January 18, 2018 / 4:48 PM / 6 months ago

U.S. marshal killed in Pennsylvania while arresting suspect

HARRISBURG, Pa. (Reuters) - A deputy U.S. marshal helping police to arrest a woman in a Harrisburg home was shot and killed on Thursday by a man who was with her, federal officials said.

Police officers guard an intersection after officer-involved shooting in Harrisburg, Pennsylvania, U.S., January 18, 2018. REUTERS/Daniel Shanken

The marshal accompanied police officers to serve an arrest warrant on Shayla Lynette Towles Pierce in the Pennsylvania capital, the U.S. Marshals Service said. Pierce, who was wanted for making threats, was not hurt and remains in custody.

One of the police officers was wounded but expected to survive.

Pennsylvania State Police investigators block an intersection after officer-involved shooting in Harrisburg, Pennsylvania, U.S., January 18, 2018. REUTERS/Daniel Shanken

The arresting officers found Pierce on the second floor with two children and managed to get her in handcuffs, David Freed, the U.S. attorney in Harrisburg, told reporters. A man with a handgun then appeared and began shooting at the officers, who wore body armor.

The shooter then went out the front door and began shooting at officers outside. The man was killed by return fire.

The man was not identified, and officials said they were still establishing his relationship with Pierce.

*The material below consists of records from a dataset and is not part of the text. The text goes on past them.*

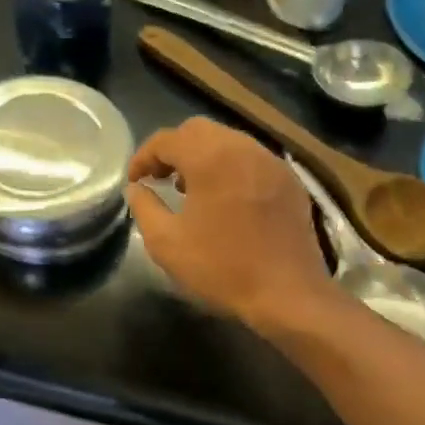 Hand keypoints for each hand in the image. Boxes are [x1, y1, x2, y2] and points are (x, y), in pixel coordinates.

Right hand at [125, 118, 340, 332]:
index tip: (134, 181)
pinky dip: (231, 167)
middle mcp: (243, 148)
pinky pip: (252, 159)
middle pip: (198, 131)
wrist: (288, 293)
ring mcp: (272, 162)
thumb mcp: (166, 243)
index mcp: (211, 157)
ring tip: (190, 189)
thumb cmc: (222, 267)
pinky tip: (226, 199)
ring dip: (203, 156)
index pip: (167, 139)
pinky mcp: (290, 180)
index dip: (143, 157)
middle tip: (159, 178)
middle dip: (173, 150)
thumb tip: (137, 188)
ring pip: (228, 141)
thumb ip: (144, 208) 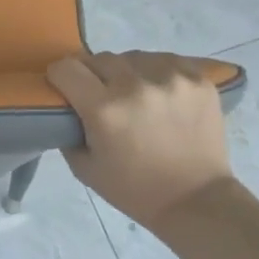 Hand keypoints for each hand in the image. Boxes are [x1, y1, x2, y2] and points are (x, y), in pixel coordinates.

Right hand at [48, 51, 238, 227]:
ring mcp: (172, 78)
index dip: (60, 77)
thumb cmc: (135, 190)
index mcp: (105, 109)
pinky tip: (161, 95)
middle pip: (99, 58)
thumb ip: (67, 129)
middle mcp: (136, 85)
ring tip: (136, 96)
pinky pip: (165, 60)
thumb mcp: (85, 168)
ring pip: (133, 57)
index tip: (66, 88)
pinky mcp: (198, 78)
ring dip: (127, 72)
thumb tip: (65, 104)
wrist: (197, 201)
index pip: (67, 68)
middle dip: (94, 75)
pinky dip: (157, 73)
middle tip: (102, 97) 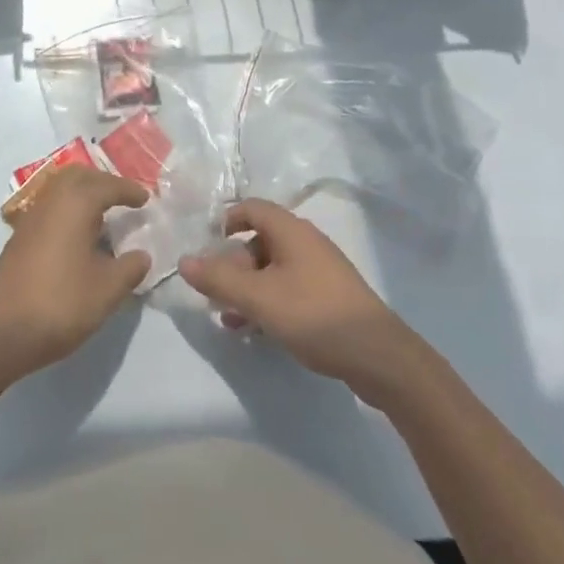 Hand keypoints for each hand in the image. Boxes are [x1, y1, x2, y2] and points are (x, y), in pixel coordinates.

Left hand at [0, 168, 150, 380]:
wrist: (4, 332)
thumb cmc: (62, 303)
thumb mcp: (108, 290)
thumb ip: (130, 268)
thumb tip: (141, 255)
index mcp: (75, 204)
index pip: (107, 185)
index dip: (129, 191)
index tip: (145, 199)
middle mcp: (51, 201)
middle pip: (79, 176)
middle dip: (102, 182)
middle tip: (122, 199)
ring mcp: (31, 217)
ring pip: (60, 190)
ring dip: (82, 195)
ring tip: (102, 217)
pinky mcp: (19, 237)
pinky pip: (49, 208)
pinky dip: (67, 211)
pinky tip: (77, 237)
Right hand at [179, 199, 418, 393]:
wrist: (379, 356)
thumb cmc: (314, 315)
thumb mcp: (259, 298)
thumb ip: (219, 280)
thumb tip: (184, 260)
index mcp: (290, 231)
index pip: (252, 208)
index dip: (227, 221)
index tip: (208, 246)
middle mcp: (306, 242)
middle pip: (260, 241)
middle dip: (233, 266)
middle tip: (217, 296)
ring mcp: (320, 270)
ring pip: (273, 269)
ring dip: (248, 289)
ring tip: (231, 320)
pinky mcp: (330, 297)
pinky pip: (289, 289)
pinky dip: (269, 302)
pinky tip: (258, 331) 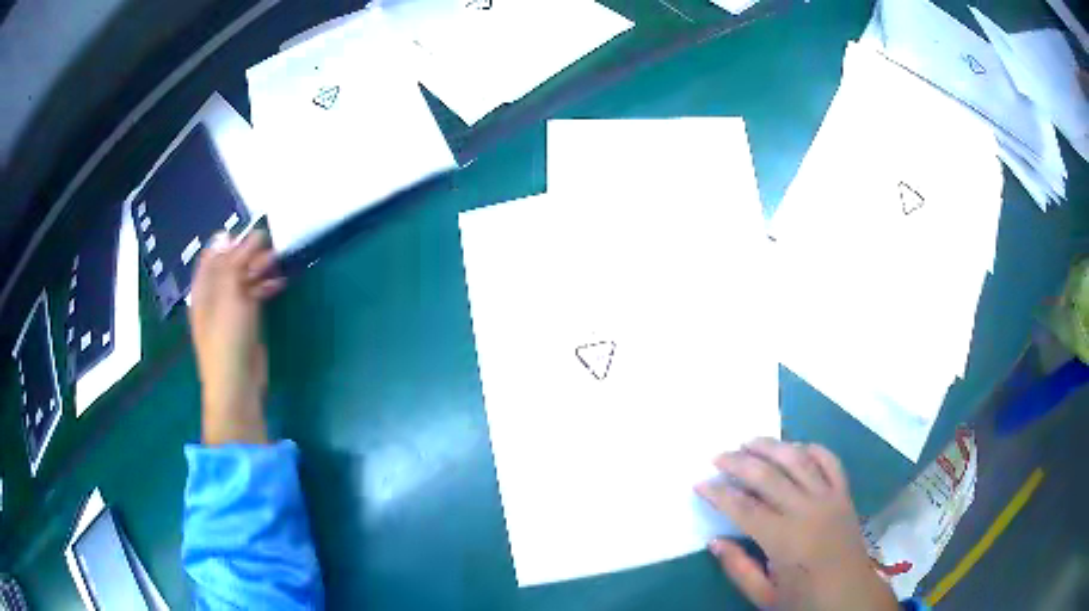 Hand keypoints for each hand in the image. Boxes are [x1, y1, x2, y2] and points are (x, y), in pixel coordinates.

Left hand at [188, 230, 284, 445]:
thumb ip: (230, 263)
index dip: (231, 240)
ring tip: (278, 260)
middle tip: (271, 246)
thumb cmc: (227, 337)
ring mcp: (230, 310)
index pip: (214, 254)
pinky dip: (265, 287)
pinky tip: (280, 283)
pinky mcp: (246, 323)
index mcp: (204, 287)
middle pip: (231, 265)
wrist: (237, 383)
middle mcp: (214, 295)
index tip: (252, 232)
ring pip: (244, 280)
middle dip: (249, 254)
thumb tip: (227, 233)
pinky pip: (254, 296)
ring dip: (259, 269)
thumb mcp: (228, 293)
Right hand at [696, 439, 898, 610]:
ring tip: (749, 441)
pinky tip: (796, 446)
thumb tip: (715, 540)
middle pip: (768, 477)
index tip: (700, 484)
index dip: (719, 494)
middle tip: (718, 456)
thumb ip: (738, 568)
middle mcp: (807, 511)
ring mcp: (829, 499)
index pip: (744, 508)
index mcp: (784, 540)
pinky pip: (831, 462)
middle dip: (739, 463)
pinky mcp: (845, 495)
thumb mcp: (764, 596)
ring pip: (798, 461)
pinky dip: (813, 449)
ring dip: (772, 447)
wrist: (850, 597)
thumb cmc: (804, 600)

The marshal, who died at a nearby hospital, was identified as Christopher David Hill by the U.S. Marshals Service. He was 45, married with two children, and had been in the service for 11 years.

Slideshow (4 Images)

U.S. Attorney General Jeff Sessions praised Hill’s service, saying in a statement Hill’s name should be “remembered as synonymous with valor.”

Pierce was wanted by Harrisburg police for “terroristic threat offenses” with a gun. Pennsylvania law defines the crime as threatening violence with “the intent to terrorize another.”

The statement did not provide specifics of the charges behind the arrest warrant.

Initial reports that there were two wounded police officers and that the suspect herself was wounded were incorrect, officials said.